Reconsideration denied November 4, 2015.

CONCLUSION

¶44 We affirm the Court of Appeals in part. Records that an agency employee prepares, owns, uses, or retains on a private cell phone within the scope of employment can be “public records” of the agency under RCW 42.56.010(3). Nissen’s complaint thus sufficiently alleges that at least some of the text messages at issue may be public records subject to disclosure. Because it is impossible at this stage to determine if any messages are in fact public records, on remand, the parties are directed as follows. Lindquist must obtain a transcript of the content of all the text messages at issue, review them, and produce to the County any that are public records consistent with our opinion. The County must then review those messages — -just as it would any other public record — and apply any applicable exemptions, redact information if necessary, and produce the records and any exemption log to Nissen. As to text messages that Lindquist in good faith determines are not public records, he must submit an affidavit to the County attesting to the personal character of those messages. The County must also produce that affidavit to Nissen.

¶45 We note that the County responded to Nissen’s records requests and produced records in a timely manner based on what we presume was its good-faith interpretation of the PRA. Though we now hold that interpretation is incorrect, penalties are not warranted at this early stage before the County has had the opportunity to comply with our opinion and supplement its response to Nissen’s requests accordingly. We reserve for the trial court the issue of penalties going forward.

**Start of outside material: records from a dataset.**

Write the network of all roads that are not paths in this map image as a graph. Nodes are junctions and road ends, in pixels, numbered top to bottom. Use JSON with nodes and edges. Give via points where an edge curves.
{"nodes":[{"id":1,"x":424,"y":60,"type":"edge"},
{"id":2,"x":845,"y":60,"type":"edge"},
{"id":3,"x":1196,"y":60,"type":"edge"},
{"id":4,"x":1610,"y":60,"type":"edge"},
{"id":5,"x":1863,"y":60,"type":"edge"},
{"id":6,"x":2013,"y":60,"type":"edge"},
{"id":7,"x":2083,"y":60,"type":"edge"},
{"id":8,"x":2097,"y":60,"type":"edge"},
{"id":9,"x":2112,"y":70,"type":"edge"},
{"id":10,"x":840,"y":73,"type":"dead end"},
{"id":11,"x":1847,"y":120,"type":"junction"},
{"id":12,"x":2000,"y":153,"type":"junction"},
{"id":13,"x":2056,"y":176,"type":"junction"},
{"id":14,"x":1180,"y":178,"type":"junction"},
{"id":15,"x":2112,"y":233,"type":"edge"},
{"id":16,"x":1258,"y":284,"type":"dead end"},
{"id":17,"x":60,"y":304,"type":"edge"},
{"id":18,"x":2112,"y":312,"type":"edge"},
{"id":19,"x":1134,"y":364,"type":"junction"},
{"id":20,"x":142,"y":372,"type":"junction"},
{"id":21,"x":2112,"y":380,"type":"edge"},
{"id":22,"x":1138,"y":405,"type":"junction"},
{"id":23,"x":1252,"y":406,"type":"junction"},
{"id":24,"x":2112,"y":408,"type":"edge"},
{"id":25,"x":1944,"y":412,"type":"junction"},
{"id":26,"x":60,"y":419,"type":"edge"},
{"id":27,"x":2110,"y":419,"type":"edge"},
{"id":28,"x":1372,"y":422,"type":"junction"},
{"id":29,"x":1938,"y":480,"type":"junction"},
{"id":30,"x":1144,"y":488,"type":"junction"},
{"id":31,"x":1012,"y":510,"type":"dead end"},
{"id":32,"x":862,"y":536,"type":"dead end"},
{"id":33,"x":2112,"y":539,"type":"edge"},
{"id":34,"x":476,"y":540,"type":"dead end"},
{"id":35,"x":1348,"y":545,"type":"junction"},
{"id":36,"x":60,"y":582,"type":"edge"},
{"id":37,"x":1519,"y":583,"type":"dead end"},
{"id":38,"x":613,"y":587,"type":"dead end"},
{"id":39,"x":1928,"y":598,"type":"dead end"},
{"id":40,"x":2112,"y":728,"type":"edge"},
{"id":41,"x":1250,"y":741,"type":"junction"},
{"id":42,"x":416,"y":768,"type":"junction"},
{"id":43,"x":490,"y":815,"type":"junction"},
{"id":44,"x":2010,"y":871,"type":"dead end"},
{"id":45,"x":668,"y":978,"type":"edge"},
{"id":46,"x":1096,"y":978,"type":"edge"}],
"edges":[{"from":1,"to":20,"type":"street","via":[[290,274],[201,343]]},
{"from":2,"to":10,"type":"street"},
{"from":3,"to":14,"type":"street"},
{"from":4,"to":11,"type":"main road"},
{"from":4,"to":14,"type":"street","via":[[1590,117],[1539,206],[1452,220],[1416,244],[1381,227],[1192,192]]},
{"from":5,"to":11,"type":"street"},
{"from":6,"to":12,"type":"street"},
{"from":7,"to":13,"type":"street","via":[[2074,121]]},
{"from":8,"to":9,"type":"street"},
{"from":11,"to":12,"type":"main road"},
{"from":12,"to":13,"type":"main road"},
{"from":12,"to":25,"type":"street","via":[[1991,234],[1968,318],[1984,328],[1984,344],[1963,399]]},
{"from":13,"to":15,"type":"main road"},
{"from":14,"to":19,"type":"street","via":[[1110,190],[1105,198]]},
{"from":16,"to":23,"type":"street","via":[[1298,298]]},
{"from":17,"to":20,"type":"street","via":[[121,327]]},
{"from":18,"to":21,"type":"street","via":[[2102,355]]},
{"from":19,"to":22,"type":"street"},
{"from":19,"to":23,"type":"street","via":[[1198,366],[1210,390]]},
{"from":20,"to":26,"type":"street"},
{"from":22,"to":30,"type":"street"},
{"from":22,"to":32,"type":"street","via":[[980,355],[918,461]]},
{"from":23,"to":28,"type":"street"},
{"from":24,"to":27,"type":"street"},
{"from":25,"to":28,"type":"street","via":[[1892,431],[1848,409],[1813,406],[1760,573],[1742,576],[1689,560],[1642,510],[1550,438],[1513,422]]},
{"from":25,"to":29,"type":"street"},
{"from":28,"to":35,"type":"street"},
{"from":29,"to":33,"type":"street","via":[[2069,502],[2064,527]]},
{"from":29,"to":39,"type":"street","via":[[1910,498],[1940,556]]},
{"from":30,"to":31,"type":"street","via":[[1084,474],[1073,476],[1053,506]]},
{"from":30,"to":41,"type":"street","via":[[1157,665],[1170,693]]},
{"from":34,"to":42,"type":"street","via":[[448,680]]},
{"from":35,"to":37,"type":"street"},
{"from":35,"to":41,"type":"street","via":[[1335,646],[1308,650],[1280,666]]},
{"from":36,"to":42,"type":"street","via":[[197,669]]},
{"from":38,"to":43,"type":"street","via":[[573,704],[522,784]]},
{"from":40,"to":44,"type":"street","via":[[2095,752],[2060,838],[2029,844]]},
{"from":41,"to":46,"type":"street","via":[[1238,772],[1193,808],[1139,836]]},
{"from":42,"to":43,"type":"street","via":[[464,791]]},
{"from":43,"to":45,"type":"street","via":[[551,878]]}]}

Madsen, C.J., and Johnson, Owens, Fairhurst, Stephens, Wiggins, González, and Gordon McCloud, JJ., concur. 
      
       The County has not challenged the breadth or specificity of these requests, and we pass no opinion.
     
      
       The messages apparently no longer exist on Lindquist’s phone. In conjunction with her PRA requests, however, Nissen’s lawyer contacted Verizon and asked it to preserve all “communications and data [on Lindquist’s account] ... pending the issuance of a subpoena or other legal process.” CP at 200. The propriety of that request is not before us.
     
      
       Disclosing that a public record exists in response to a request does not mean the record will ultimately be produced. Agencies must consider whether any applicable exemption precludes production of part or all of a record. Sanders v. State, 169 Wn.2d 827, 836, 240 P.3d 120 (2010).
     
      
       The County admits that this is the natural result of its interpretation of the PRA. Wash. Supreme Court oral argument, Nissen v. Pierce County, No. 90875-3 (June 11, 2015), at 3 min., 4 sec., and 6 min., 57 sec., audio recording by TVW, Washington State’s Public Affairs Network, http://www.tvw.org.
     
      
       Whether an elected official is independently subject to the PRA is an unsettled question. See Bldg. Indus. Ass’n of Wash. v. McCarthy, 152 Wn. App. 720, 746, 218 P.3d 196 (2009). Here, however, Nissen did not sue Lindquist, either in his individual or official capacity. She instead sued the County, alleging that Lindquist’s use of his cell phone resulted in public records of the County; Lindquist is a party only because he intervened to enjoin disclosure. The relevant question then is not whether Lindquist is individually subject to the PRA but, rather, whether records he handles in his capacity as the prosecutor are county public records.
     
      
       We offer these generic illustrations in response to hypotheticals raised by the County and some amici. Of course, the facts of every case vary. We do not intend these illustrations to have precedential effect.
     
      
       It is worth repeating that records an employee maintains in a personal capacity will not qualify as public records, even if they refer to, comment on, or mention the employee’s public duties.
     
      
       They primarily cite to the Fourth Amendment to the United States Constitution and article I, section 7 of the Washington Constitution.
     
      
      
        See Nixon v. Adm’r of Gen. Servs., 433 U.S. 425, 457, 97 S. Ct. 2777, 53 L. Ed. 2d 867 (1977) (noting public officials have “constitutionally protected privacy rights in matters of personal life unrelated to any acts done by them in their public capacity” (emphasis added)).